There was a sickness out there. And it struck us down with silence. Even when people were in close proximity, their voices were notably quieter. It …

The Sickness of Reason

Reading Brad Evans account of our current state of affairs reminds me deeply of Ray Bradbury’s “The Pedestrian”. I first read Bradbury’s short story in high school. It was highly impactful then, and more and more is equally or more impactful now.

“The Pedestrian” accounts the story of an old man, in AD 2053, going for a walk on a cold November night. You see, in this future not so far from now, the simple act of walking is an aberration, an oddity, something not normal. Entertainment is found in the home, air is found in the home, there is no need to leave ones home.

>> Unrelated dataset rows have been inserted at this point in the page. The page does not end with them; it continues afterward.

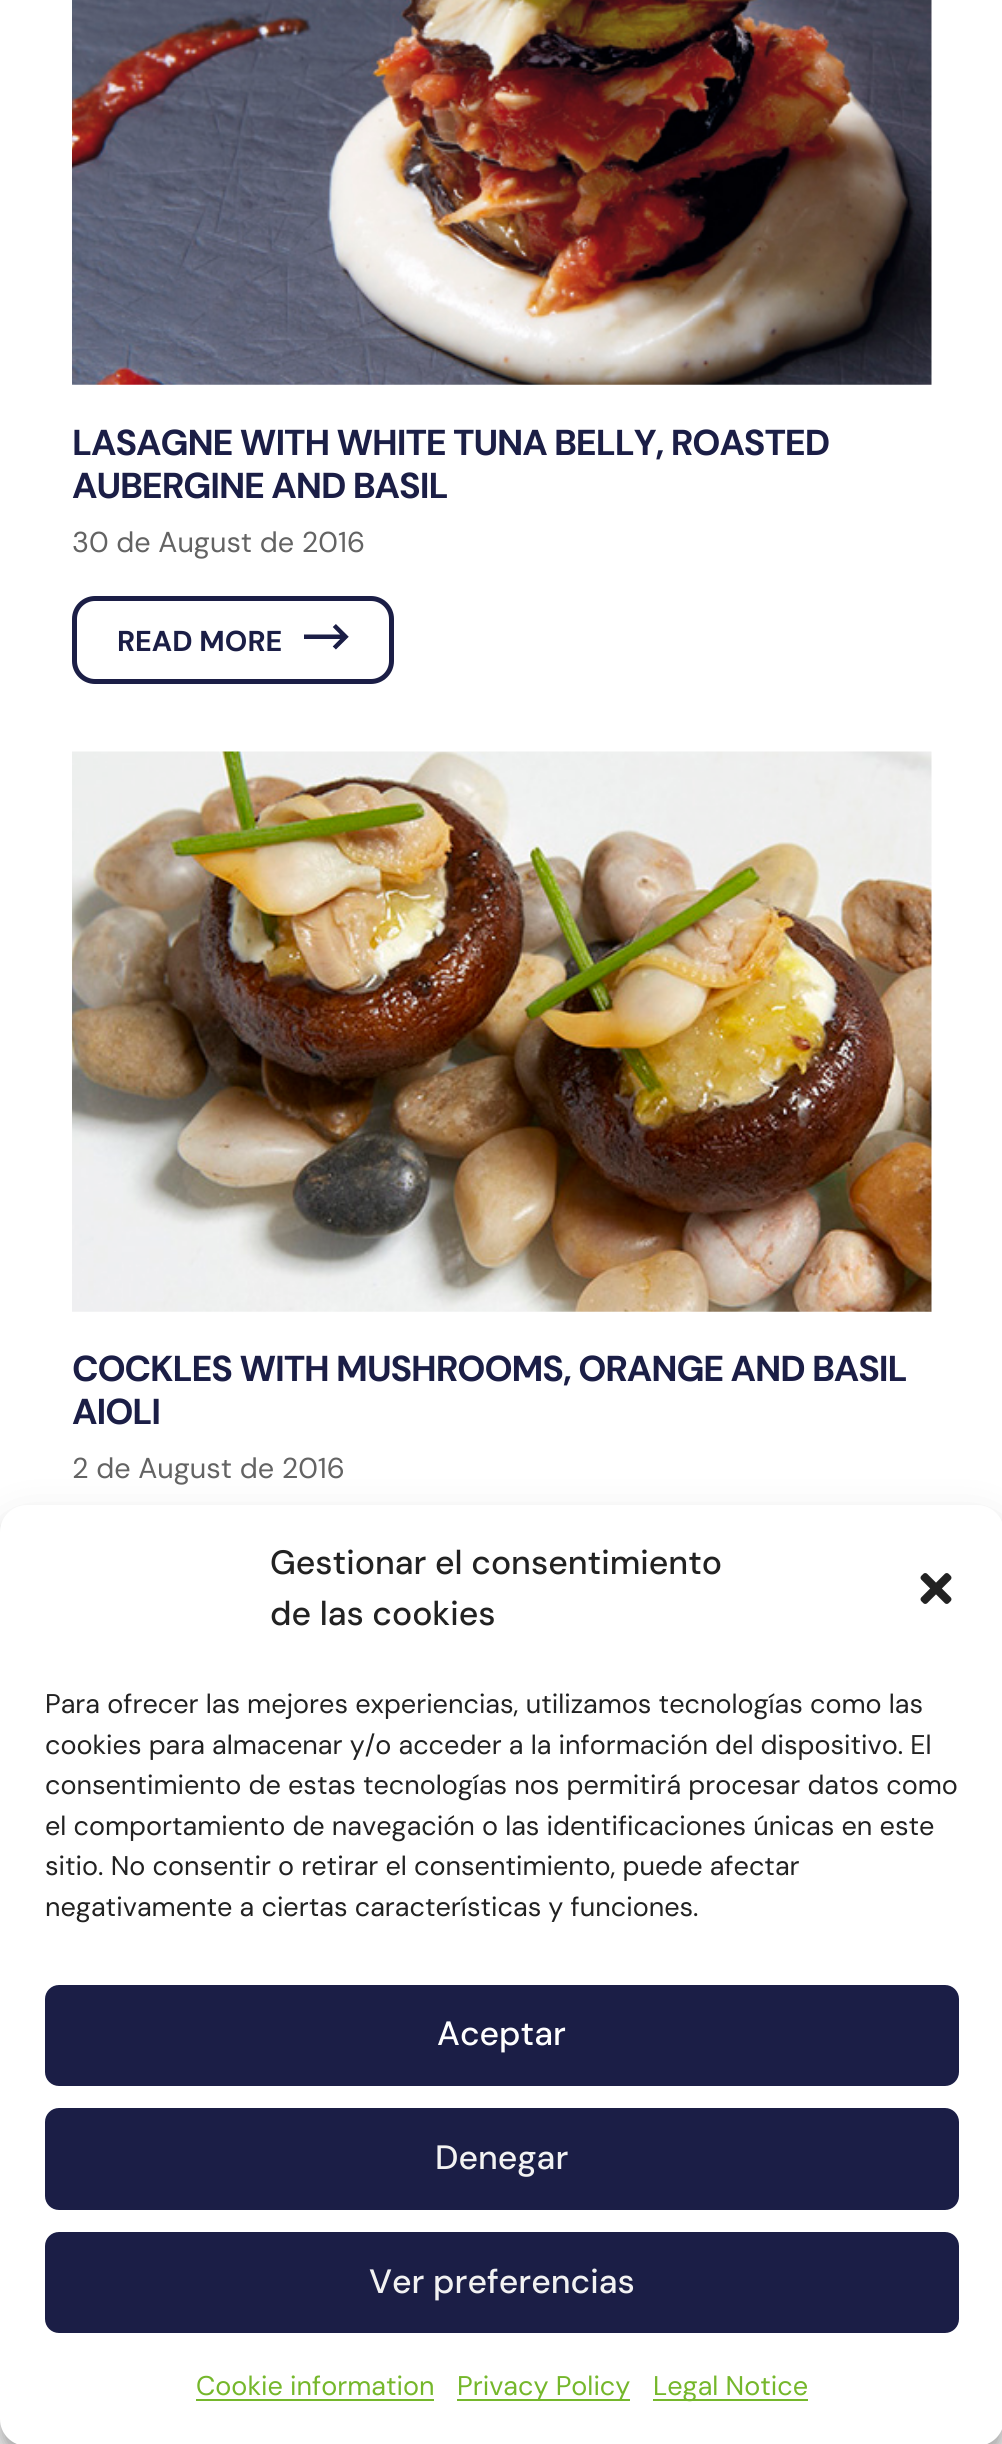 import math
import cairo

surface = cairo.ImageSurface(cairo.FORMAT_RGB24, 1002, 2444)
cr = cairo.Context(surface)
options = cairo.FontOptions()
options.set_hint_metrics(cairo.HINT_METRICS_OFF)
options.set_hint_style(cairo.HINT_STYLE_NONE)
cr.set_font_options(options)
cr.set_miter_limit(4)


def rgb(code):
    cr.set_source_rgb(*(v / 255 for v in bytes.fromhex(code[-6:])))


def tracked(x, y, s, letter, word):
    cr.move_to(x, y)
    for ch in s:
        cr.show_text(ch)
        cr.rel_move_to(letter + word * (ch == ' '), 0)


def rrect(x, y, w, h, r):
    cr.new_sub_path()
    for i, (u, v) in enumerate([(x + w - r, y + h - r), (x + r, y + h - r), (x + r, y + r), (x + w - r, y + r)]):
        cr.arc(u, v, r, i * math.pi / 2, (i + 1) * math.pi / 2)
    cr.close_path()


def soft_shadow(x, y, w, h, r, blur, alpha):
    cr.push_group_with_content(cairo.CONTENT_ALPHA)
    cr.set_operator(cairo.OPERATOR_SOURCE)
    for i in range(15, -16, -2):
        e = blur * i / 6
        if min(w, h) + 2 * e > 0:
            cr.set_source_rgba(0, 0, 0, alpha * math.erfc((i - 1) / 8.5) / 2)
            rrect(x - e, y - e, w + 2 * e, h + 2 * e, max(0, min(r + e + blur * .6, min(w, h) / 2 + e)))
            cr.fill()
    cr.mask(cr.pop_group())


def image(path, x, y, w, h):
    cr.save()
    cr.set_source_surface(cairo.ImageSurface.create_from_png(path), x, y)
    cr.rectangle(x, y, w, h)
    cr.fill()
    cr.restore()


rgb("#ffffff")
cr.paint()
image("img/1.png", 72, 0, 860, 385)
rrect(74.5, 598.5, 317, 83, 20.5)
rgb("#1b1e46")
cr.set_line_width(5)
cr.stroke()
image("img/2.png", 304, 624, 45, 26)
image("img/3.png", 72, 751, 860, 561)
rgb("#000000")
soft_shadow(0, 1519, 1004, 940, 27, 7, 0.23)
soft_shadow(0, 1528, 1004, 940, 27, 22.5, 0.19)
rgb("#ffffff")
rrect(0, 1505, 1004, 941, 27)
cr.fill()
image("img/4.png", 920, 1573, 32, 31)
rgb("#1b1e46")
rrect(46, 1986, 912, 99, 13)
cr.fill_preserve()
cr.set_line_width(2)
cr.stroke()
rrect(46, 2109, 912, 100, 13)
cr.fill_preserve()
cr.stroke()
rrect(46, 2233, 912, 99, 13)
cr.fill_preserve()
cr.stroke()
for x, y, w, h, color in [
    (196, 2399, 238, 2, "#75b72b"),
    (457, 2399, 173, 2, "#75b72b"),
    (653, 2399, 155, 2, "#75b72b"),
]:
    rgb(color)
    cr.rectangle(x, y, w, h)
    cr.fill()
cr.select_font_face("DM Sans", cairo.FONT_SLANT_NORMAL, cairo.FONT_WEIGHT_BOLD)
cr.set_font_size(36)
rgb("#1b1e46")
tracked(72, 455, "LASAGNE WITH WHITE TUNA BELLY, ROASTED", -1.1, 0)
tracked(72, 498, "AUBERGINE AND BASIL", -1.1, 0)
cr.select_font_face("DM Sans")
cr.set_font_size(28.75)
rgb("#636363")
cr.move_to(72, 552)
cr.show_text("30 de August de 2016")
cr.select_font_face("DM Sans", cairo.FONT_SLANT_NORMAL, cairo.FONT_WEIGHT_BOLD)
rgb("#1b1e46")
cr.move_to(117, 651)
cr.show_text("READ MORE")
cr.set_font_size(36)
tracked(72, 1381, "COCKLES WITH MUSHROOMS, ORANGE AND BASIL", -1.1, 0)
tracked(72, 1424, "AIOLI", -1.1, 0)
cr.select_font_face("DM Sans")
cr.set_font_size(28.75)
rgb("#636363")
cr.move_to(72, 1478)
cr.show_text("2 de August de 2016")
cr.select_font_face("DM Sans Medium")
cr.set_font_size(33.75)
rgb("#222222")
cr.move_to(270, 1574)
cr.show_text("Gestionar el consentimiento")
cr.move_to(270, 1625)
cr.show_text("de las cookies")
cr.select_font_face("DM Sans")
cr.set_font_size(27)
for x, y, s in [
    (45, 1713, "Para ofrecer las mejores experiencias, utilizamos tecnologías como las"),
    (45, 1754, "cookies para almacenar y/o acceder a la información del dispositivo. El"),
    (45, 1794, "consentimiento de estas tecnologías nos permitirá procesar datos como"),
    (45, 1835, "el comportamiento de navegación o las identificaciones únicas en este"),
    (45, 1875, "sitio. No consentir o retirar el consentimiento, puede afectar"),
    (45, 1916, "negativamente a ciertas características y funciones."),
]:
    cr.move_to(x, y)
    cr.show_text(s)
cr.select_font_face("DM Sans Medium")
cr.set_font_size(33.75)
rgb("#ffffff")
cr.move_to(437, 2045)
cr.show_text("Aceptar")
rgb("#f2f2f2")
cr.move_to(435, 2169)
cr.show_text("Denegar")
cr.move_to(369, 2293)
cr.show_text("Ver preferencias")
cr.select_font_face("DM Sans")
cr.set_font_size(27)
rgb("#75b72b")
for x, y, s in [
    (196, 2395, "Cookie information"),
    (457, 2395, "Privacy Policy"),
    (653, 2395, "Legal Notice"),
]:
    cr.move_to(x, y)
    cr.show_text(s)
surface.write_to_png("page.png")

“What is it now?” he asked the houses, noticing his wrist watch. “Eight-thirty P.M.? Time for a dozen assorted murders? A quiz? A revue? A comedian falling off the stage?”

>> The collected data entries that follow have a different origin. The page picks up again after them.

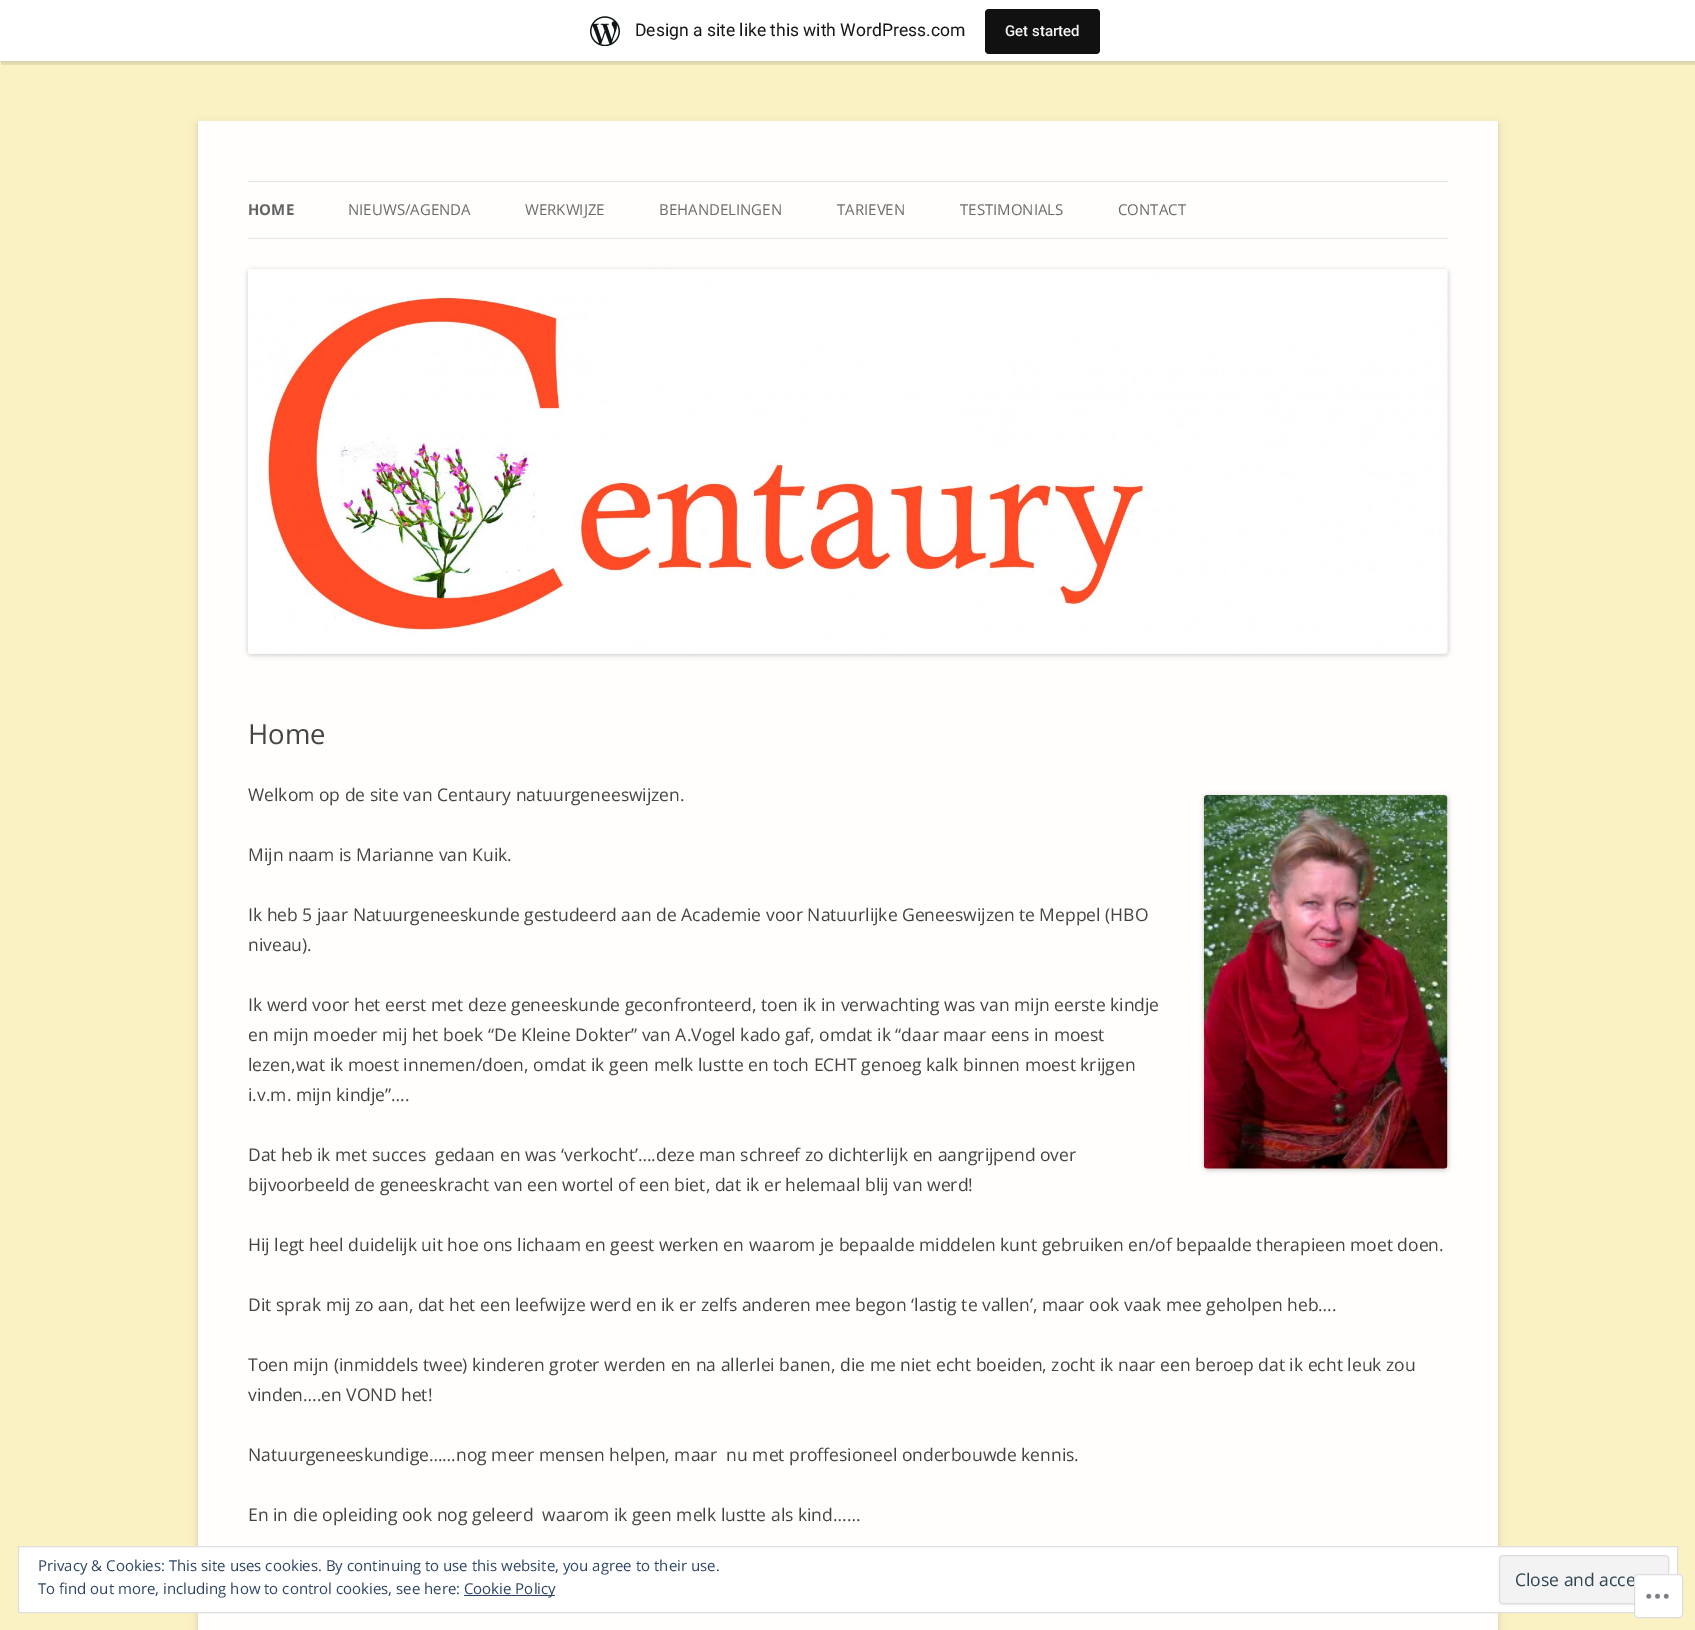 %!PS
<< /PageSize [1695 1630] /PageUsesTransparency true >> setpagedevice
/rgb { 3 { 255 div 3 1 roll } repeat setrgbcolor } def
/font { [ exch dup neg 0 0 3 -1 roll 0 0 ] selectfont } def
/alpha { dup .setfillconstantalpha .setstrokeconstantalpha } def
/roundrect { 5 dict begin { /r /h /w /y /x } { exch def } forall
  x r add y moveto x w add y 2 copy h add r arct x w add y h add x 1 index r arct
  x y h add x y r arct x y 2 copy exch w add exch r arct closepath end } def
/shadow { 12 dict begin { /a /b /q /h /w /y /x } { exch def } forall gsave /was 0 def
  9 -2 -9 { dup b mul 4 div /e exch def 1 sub .425 mul 2.718 exch exp 1 add a .99 .min exch div /now exch def
    1 1 now sub 1 was sub div sub alpha /was now def
    w h .min e 2 mul add 0 gt { x e sub y e sub w e 2 mul add h e 2 mul add
      q e add b .6 mul add w h .min 2 div e add .min 0 .max roundrect fill } if } for grestore end } def
/picture { 5 dict begin { /h /w /y /x /name } { exch def } forall
  gsave x y translate w h scale
  w h 8 [w 0 0 h 0 0] name (r) file false 3 colorimage grestore end } def
0 .pushpdf14devicefilter
0 1630 translate 1 -1 scale
4 setmiterlimit
251 242 196 rgb
0 0 1695 1630 rectfill
0 0 0 rgb
0 1 1695 62 0 1 0.05 shadow
0.08 alpha
1 61 moveto 1 65 lineto 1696 65 lineto 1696 4 lineto 1695 4 lineto 1695 61 lineto closepath fill
1 alpha
255 255 255 rgb
0 0 1695 61 rectfill
(img/1.rgb) 590 16 30 30 picture
17 17 17 rgb
985 9 115 45 4 roundrect fill
gsave
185 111 moveto 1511 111 lineto 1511 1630 lineto 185 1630 lineto closepath 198 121 moveto 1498 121 lineto 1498 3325 lineto 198 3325 lineto closepath eoclip newpath
100 100 100 rgb
198 124 1300 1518 0 4 0.3 shadow
grestore
0.95 alpha
[
  [198 121 1300 1509 255 255 255]
] { aload pop rgb rectfill } forall
1 alpha
[
  [248 181 1200 1 229 229 227]
  [248 238 1200 1 229 229 227]
] { aload pop rgb rectfill } forall
0 0 0 rgb
248 270 1200 385 4 2.5 0.2 shadow
(img/2.rgb) 248 269 1200 385 picture
1204 796 244 374 4 2.5 0.2 shadow
(img/3.rgb) 1203 795 245 374 picture
255 255 255 rgb
18.5 1546.5 moveto 1677.5 1546.5 lineto 1677.5 1612.5 lineto 18.5 1612.5 lineto closepath gsave fill grestore
222 222 222 rgb
stroke
64 64 64 rgb
1499 1556 170 49 4 1 0.1 shadow
243 243 243 rgb
1499.5 1555.5 169 48 3.5 roundrect gsave fill grestore
222 222 222 rgb
stroke
46 68 103 rgb
464 1595 91 1 rectfill
/Roboto-Regular 17.5 font
23 23 23 rgb
635 36 moveto (Design a site like this with WordPress.com) show
/Roboto-Medium 15 font
246 247 247 rgb
1005 36 moveto (Get started) show
/OpenSans-Bold 15 font
99 99 99 rgb
248 215 moveto (HOME) show
/OpenSans-Regular 15 font
106 106 106 rgb
[
  [(NIEUWS/AGENDA) 348 215]
  [(WERKWIJZE) 525 215]
  [(BEHANDELINGEN) 659 215]
  [(TARIEVEN) 837 215]
  [(TESTIMONIALS) 960 215]
  [(CONTACT) 1118 215]
] { aload pop moveto show } forall
/OpenSans-Regular 27.5 font
68 68 68 rgb
248 744 moveto (Home) show
/OpenSans-Regular 17.5 font
[
  [(Welkom op de site van Centaury natuurgeneeswijzen.) 248 801]
  [(Mijn naam is Marianne van Kuik.) 248 861]
  [(Ik heb 5 jaar Natuurgeneeskunde gestudeerd aan de Academie voor Natuurlijke Geneeswijzen te Meppel \(HBO) 248 921]
  [(niveau\).) 248 951]
  [(Ik werd voor het eerst met deze geneeskunde geconfronteerd, toen ik in verwachting was van mijn eerste kindje) 248 1011]
  [(en mijn moeder mij het boek “De Kleine Dokter” van A.Vogel kado gaf, omdat ik “daar maar eens in moest) 248 1041]
  [(lezen,wat ik moest innemen/doen, omdat ik geen melk lustte en toch ECHT genoeg kalk binnen moest krijgen) 248 1071]
  [(i.v.m. mijn kindje”….) 248 1101]
  [(Dat heb ik met succes  gedaan en was ‘verkocht’….deze man schreef zo dichterlijk en aangrijpend over) 248 1161]
  [(bijvoorbeeld de geneeskracht van een wortel of een biet, dat ik er helemaal blij van werd!) 248 1191]
  [(Hij legt heel duidelijk uit hoe ons lichaam en geest werken en waarom je bepaalde middelen kunt gebruiken en/of bepaalde therapieen moet doen.) 248 1251]
  [(Dit sprak mij zo aan, dat het een leefwijze werd en ik er zelfs anderen mee begon ‘lastig te vallen’, maar ook vaak mee geholpen heb….) 248 1311]
  [(Toen mijn \(inmiddels twee\) kinderen groter werden en na allerlei banen, die me niet echt boeiden, zocht ik naar een beroep dat ik echt leuk zou) 248 1371]
  [(vinden….en VOND het!) 248 1401]
  [(Natuurgeneeskundige……nog meer mensen helpen, maar  nu met proffesioneel onderbouwde kennis.) 248 1461]
  [(En in die opleiding ook nog geleerd  waarom ik geen melk lustte als kind……) 248 1521]
] { aload pop moveto show } forall
/OpenSans-Regular 15 font
46 68 103 rgb
38 1571 moveto (Privacy & Cookies: This site uses cookies. By continuing to use this website, you agree to their use.) show
/OpenSans-Regular 17.5 font
46 68 83 rgb
1515 1586 moveto (Close and acce) show
/OpenSans-Regular 15 font
46 68 103 rgb
38 1594 moveto (To find out more, including how to control cookies, see here:) show
464 1594 moveto (Cookie Policy) show
0.98 alpha
255 255 255 rgb
1634 1574 49 44 4 roundrect fill
220 220 222 rgb
1634.5 1574.5 48 43 3.5 roundrect stroke
1 alpha
(img/4.rgb) 1646 1593 23 6 picture
.poppdf14devicefilter showpage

“The Pedestrian” by Ray Bradbury

He is pulled over by the police, for this simple act of walking. For as I stated this simple act is so out of the ordinary is these days it is worth an examination.

“Just walking, Mr. Mead?”

“Yes.”

“But you haven’t explained for what purpose.”

I explained; for air, and to see, and just to walk.”

“Have you done this often?”

“Every night for years.”

The police car sat in the center of the street with its radio throat faintly humming. “Well, Mr. Mead,” it said

“Is that all?” He asked politely.

“Yes,” said the voice. “Here.” There was a sigh, as pop. The back door of the police care sprang wide. “Get in.”

“The Pedestrian” by Ray Bradbury

Evan’s account speak deeply to me of this exchange. Americans have grown lazy. Too often content to sit comfortably on their couches, and Lazy Boys, consuming the next best, “Must See”, TV show. When their passions are arisen, then coming hot and unfocused, are so easily mollified by the next new and shinny thing that a marketing department can conjure up. They merely exist in their “tomb-like buildings” consuming, not really living.

The rise of Trump road in upon the laziness of Americans not understanding the real danger he posed. Not really understanding the impotence of action, of voting, of speaking, or living. Evan’s quiet was the sound of people closing their ears and gladly being told everything was going to be okay. The quiet is the quiet ignorance that comes with surrendering your voice, your life, to fear and money.

Americans have fallen silent as their Nation has been stolen by hate, by intolerance, and by the greed of individuals that would kill a fellow citizen to make a buck, or get a hair cut, or get their nails done, or be allowed to push another down because they look different. All the while wallowing in the great distractions of modernity.

A revolution is desperately needed. Lest we all become either Mr. Mead, or the millions grown dumb by the technology around us.